» **Task item**
Return the data below in full, exactly as it stands.

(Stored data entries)
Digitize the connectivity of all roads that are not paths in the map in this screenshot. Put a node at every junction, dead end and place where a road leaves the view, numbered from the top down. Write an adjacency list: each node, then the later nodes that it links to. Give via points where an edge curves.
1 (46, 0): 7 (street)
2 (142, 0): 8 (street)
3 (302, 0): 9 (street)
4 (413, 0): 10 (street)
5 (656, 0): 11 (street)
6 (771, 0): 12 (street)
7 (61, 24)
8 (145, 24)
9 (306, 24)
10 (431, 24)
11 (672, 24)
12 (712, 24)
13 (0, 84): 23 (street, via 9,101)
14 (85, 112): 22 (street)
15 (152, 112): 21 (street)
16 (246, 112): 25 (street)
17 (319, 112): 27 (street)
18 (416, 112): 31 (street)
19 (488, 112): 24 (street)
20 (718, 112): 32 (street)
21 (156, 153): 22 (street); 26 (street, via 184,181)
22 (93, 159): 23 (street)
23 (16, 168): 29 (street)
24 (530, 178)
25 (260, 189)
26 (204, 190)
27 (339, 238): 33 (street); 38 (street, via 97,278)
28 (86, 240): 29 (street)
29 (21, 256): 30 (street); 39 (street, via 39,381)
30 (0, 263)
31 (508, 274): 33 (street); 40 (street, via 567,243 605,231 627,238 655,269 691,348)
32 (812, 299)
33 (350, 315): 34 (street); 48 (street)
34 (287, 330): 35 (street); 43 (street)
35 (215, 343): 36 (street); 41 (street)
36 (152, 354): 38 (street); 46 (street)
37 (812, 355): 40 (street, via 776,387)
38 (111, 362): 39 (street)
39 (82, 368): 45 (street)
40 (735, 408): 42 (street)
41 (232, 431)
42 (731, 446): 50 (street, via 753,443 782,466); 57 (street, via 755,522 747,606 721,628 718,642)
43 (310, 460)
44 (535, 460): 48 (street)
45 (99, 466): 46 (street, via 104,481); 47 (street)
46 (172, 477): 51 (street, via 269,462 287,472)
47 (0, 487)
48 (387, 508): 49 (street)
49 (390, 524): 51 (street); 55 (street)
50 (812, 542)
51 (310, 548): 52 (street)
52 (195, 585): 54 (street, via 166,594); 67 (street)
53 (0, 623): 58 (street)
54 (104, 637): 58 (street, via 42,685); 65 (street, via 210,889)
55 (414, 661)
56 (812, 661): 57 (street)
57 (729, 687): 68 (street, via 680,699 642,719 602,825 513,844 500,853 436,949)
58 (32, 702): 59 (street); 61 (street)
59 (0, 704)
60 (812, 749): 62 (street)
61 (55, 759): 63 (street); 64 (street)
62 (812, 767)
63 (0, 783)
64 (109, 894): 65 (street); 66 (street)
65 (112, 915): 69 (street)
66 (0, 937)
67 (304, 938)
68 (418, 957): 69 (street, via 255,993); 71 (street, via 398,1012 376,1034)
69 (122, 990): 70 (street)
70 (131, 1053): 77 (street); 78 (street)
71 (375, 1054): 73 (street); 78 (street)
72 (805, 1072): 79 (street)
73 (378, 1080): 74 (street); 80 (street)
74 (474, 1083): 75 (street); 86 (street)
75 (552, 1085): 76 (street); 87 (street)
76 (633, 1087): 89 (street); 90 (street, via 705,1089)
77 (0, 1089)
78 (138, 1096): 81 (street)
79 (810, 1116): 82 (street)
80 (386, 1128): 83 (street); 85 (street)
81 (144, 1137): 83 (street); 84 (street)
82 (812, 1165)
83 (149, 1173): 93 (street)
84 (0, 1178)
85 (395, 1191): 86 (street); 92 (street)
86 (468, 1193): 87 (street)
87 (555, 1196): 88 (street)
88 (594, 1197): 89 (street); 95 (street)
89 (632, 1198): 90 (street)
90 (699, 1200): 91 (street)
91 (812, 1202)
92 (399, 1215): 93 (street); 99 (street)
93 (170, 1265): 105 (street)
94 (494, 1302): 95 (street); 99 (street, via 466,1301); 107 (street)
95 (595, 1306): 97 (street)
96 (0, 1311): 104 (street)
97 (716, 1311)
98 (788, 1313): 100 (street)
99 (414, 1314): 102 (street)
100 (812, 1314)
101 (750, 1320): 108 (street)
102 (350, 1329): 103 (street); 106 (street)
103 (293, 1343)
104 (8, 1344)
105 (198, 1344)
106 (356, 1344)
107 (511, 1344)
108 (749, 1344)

» **Answer to the exercise**
Digitize the connectivity of all roads that are not paths in the map in this screenshot. Put a node at every junction, dead end and place where a road leaves the view, numbered from the top down. Write an adjacency list: each node, then the later nodes that it links to. Give via points where an edge curves.
1 (46, 0): 7 (street)
2 (142, 0): 8 (street)
3 (302, 0): 9 (street)
4 (413, 0): 10 (street)
5 (656, 0): 11 (street)
6 (771, 0): 12 (street)
7 (61, 24)
8 (145, 24)
9 (306, 24)
10 (431, 24)
11 (672, 24)
12 (712, 24)
13 (0, 84): 23 (street, via 9,101)
14 (85, 112): 22 (street)
15 (152, 112): 21 (street)
16 (246, 112): 25 (street)
17 (319, 112): 27 (street)
18 (416, 112): 31 (street)
19 (488, 112): 24 (street)
20 (718, 112): 32 (street)
21 (156, 153): 22 (street); 26 (street, via 184,181)
22 (93, 159): 23 (street)
23 (16, 168): 29 (street)
24 (530, 178)
25 (260, 189)
26 (204, 190)
27 (339, 238): 33 (street); 38 (street, via 97,278)
28 (86, 240): 29 (street)
29 (21, 256): 30 (street); 39 (street, via 39,381)
30 (0, 263)
31 (508, 274): 33 (street); 40 (street, via 567,243 605,231 627,238 655,269 691,348)
32 (812, 299)
33 (350, 315): 34 (street); 48 (street)
34 (287, 330): 35 (street); 43 (street)
35 (215, 343): 36 (street); 41 (street)
36 (152, 354): 38 (street); 46 (street)
37 (812, 355): 40 (street, via 776,387)
38 (111, 362): 39 (street)
39 (82, 368): 45 (street)
40 (735, 408): 42 (street)
41 (232, 431)
42 (731, 446): 50 (street, via 753,443 782,466); 57 (street, via 755,522 747,606 721,628 718,642)
43 (310, 460)
44 (535, 460): 48 (street)
45 (99, 466): 46 (street, via 104,481); 47 (street)
46 (172, 477): 51 (street, via 269,462 287,472)
47 (0, 487)
48 (387, 508): 49 (street)
49 (390, 524): 51 (street); 55 (street)
50 (812, 542)
51 (310, 548): 52 (street)
52 (195, 585): 54 (street, via 166,594); 67 (street)
53 (0, 623): 58 (street)
54 (104, 637): 58 (street, via 42,685); 65 (street, via 210,889)
55 (414, 661)
56 (812, 661): 57 (street)
57 (729, 687): 68 (street, via 680,699 642,719 602,825 513,844 500,853 436,949)
58 (32, 702): 59 (street); 61 (street)
59 (0, 704)
60 (812, 749): 62 (street)
61 (55, 759): 63 (street); 64 (street)
62 (812, 767)
63 (0, 783)
64 (109, 894): 65 (street); 66 (street)
65 (112, 915): 69 (street)
66 (0, 937)
67 (304, 938)
68 (418, 957): 69 (street, via 255,993); 71 (street, via 398,1012 376,1034)
69 (122, 990): 70 (street)
70 (131, 1053): 77 (street); 78 (street)
71 (375, 1054): 73 (street); 78 (street)
72 (805, 1072): 79 (street)
73 (378, 1080): 74 (street); 80 (street)
74 (474, 1083): 75 (street); 86 (street)
75 (552, 1085): 76 (street); 87 (street)
76 (633, 1087): 89 (street); 90 (street, via 705,1089)
77 (0, 1089)
78 (138, 1096): 81 (street)
79 (810, 1116): 82 (street)
80 (386, 1128): 83 (street); 85 (street)
81 (144, 1137): 83 (street); 84 (street)
82 (812, 1165)
83 (149, 1173): 93 (street)
84 (0, 1178)
85 (395, 1191): 86 (street); 92 (street)
86 (468, 1193): 87 (street)
87 (555, 1196): 88 (street)
88 (594, 1197): 89 (street); 95 (street)
89 (632, 1198): 90 (street)
90 (699, 1200): 91 (street)
91 (812, 1202)
92 (399, 1215): 93 (street); 99 (street)
93 (170, 1265): 105 (street)
94 (494, 1302): 95 (street); 99 (street, via 466,1301); 107 (street)
95 (595, 1306): 97 (street)
96 (0, 1311): 104 (street)
97 (716, 1311)
98 (788, 1313): 100 (street)
99 (414, 1314): 102 (street)
100 (812, 1314)
101 (750, 1320): 108 (street)
102 (350, 1329): 103 (street); 106 (street)
103 (293, 1343)
104 (8, 1344)
105 (198, 1344)
106 (356, 1344)
107 (511, 1344)
108 (749, 1344)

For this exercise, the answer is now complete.